_Task input_.
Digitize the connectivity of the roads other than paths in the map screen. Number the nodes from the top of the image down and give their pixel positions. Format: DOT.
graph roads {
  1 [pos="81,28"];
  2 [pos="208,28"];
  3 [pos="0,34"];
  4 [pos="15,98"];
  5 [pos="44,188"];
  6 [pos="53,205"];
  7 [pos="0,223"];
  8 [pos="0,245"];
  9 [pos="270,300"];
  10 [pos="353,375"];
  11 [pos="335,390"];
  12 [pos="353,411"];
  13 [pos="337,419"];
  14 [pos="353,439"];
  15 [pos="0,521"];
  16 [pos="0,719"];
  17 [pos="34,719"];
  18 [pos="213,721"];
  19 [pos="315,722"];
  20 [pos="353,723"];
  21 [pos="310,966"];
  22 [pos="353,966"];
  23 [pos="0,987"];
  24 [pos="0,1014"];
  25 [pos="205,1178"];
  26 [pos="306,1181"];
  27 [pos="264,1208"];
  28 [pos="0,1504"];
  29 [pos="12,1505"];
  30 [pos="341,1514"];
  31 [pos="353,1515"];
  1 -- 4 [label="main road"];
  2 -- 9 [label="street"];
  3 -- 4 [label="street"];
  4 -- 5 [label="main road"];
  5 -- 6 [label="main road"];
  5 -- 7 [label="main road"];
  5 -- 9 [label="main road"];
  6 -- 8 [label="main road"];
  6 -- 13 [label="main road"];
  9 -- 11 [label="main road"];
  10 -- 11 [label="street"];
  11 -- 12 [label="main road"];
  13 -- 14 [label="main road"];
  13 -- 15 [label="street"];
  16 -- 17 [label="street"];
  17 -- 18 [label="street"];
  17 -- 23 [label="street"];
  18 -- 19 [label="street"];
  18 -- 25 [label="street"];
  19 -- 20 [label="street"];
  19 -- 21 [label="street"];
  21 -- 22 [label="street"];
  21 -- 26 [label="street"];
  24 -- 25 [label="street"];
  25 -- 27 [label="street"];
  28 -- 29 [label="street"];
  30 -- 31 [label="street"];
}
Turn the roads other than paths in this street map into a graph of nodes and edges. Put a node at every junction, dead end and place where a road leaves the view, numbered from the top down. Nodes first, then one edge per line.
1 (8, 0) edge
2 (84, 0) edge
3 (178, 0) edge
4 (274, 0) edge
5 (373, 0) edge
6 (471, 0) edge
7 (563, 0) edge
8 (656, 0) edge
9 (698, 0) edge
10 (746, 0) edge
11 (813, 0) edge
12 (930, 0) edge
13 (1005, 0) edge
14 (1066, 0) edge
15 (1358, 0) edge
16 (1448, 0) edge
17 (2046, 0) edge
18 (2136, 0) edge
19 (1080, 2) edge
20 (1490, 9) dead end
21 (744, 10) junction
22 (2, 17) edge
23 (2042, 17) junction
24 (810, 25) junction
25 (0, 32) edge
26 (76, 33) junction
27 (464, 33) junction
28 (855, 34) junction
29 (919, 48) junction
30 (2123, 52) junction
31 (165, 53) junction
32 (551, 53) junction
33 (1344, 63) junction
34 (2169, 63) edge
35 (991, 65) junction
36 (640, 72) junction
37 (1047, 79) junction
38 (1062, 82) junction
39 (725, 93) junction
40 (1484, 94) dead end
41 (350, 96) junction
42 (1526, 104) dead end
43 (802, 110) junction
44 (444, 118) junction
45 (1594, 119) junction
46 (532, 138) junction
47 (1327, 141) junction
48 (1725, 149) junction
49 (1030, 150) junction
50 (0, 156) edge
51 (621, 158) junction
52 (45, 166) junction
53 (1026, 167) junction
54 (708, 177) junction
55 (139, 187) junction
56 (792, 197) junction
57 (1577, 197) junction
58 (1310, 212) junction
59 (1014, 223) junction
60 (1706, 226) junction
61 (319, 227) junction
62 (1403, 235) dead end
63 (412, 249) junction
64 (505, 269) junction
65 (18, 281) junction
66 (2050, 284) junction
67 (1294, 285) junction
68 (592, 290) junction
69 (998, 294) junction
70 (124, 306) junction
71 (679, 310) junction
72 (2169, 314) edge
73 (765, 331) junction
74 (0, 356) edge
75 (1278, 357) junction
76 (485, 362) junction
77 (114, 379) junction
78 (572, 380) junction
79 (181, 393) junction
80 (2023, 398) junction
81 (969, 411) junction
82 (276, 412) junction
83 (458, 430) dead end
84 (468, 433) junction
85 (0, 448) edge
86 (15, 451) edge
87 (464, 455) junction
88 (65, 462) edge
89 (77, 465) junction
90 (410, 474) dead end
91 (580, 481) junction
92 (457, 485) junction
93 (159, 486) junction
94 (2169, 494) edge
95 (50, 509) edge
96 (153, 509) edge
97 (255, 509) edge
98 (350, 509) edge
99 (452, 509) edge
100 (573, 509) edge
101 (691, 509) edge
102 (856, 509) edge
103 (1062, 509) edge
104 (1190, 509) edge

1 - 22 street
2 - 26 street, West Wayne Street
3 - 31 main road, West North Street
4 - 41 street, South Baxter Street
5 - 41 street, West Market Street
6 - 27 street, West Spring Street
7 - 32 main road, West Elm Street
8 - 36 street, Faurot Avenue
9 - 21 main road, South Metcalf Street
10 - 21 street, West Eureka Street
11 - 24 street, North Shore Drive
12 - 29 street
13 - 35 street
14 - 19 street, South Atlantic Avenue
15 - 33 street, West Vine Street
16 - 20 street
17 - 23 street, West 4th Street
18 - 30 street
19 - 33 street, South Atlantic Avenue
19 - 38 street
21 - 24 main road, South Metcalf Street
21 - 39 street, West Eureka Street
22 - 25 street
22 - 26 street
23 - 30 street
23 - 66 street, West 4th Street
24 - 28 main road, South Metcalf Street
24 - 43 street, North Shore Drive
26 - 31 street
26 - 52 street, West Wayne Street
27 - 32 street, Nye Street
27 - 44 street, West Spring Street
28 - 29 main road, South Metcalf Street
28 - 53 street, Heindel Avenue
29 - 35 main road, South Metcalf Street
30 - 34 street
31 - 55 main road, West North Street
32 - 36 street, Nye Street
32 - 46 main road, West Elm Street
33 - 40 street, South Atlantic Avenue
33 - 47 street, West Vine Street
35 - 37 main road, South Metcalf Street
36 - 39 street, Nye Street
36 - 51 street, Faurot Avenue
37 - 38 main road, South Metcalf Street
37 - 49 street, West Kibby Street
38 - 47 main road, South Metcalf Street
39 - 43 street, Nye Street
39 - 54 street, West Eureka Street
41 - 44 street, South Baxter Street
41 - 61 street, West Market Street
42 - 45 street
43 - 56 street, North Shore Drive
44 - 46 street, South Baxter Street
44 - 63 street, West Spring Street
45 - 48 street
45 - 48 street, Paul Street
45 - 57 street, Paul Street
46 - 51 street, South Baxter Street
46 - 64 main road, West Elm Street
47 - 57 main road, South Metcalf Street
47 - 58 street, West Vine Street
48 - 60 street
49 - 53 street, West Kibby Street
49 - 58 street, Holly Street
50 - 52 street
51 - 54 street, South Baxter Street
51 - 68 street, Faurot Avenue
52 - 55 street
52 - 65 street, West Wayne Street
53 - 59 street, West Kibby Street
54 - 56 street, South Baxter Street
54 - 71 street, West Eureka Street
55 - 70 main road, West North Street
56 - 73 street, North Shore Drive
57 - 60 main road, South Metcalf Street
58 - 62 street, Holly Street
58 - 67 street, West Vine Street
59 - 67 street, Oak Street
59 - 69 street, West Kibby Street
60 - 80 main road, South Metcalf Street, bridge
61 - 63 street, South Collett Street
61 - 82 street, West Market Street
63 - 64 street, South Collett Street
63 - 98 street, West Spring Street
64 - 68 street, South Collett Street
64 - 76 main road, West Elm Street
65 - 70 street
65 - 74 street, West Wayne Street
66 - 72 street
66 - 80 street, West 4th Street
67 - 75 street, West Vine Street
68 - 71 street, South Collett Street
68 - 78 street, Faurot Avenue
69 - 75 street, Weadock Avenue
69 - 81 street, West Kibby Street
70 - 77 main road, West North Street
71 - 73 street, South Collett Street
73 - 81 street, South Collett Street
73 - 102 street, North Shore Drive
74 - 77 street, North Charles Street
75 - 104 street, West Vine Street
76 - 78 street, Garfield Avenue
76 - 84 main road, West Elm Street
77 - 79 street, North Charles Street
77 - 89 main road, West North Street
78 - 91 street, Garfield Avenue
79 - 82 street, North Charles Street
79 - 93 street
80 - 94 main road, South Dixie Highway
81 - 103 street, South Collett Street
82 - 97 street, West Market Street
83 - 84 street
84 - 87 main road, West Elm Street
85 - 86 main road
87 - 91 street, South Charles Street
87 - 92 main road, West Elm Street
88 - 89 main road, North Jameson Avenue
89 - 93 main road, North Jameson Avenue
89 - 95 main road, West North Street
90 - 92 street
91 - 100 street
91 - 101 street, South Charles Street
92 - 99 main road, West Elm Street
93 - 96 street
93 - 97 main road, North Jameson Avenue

_Work instruction_. Only the number is wanted: how many lines in the data include the string "from"?

_Your response_. 2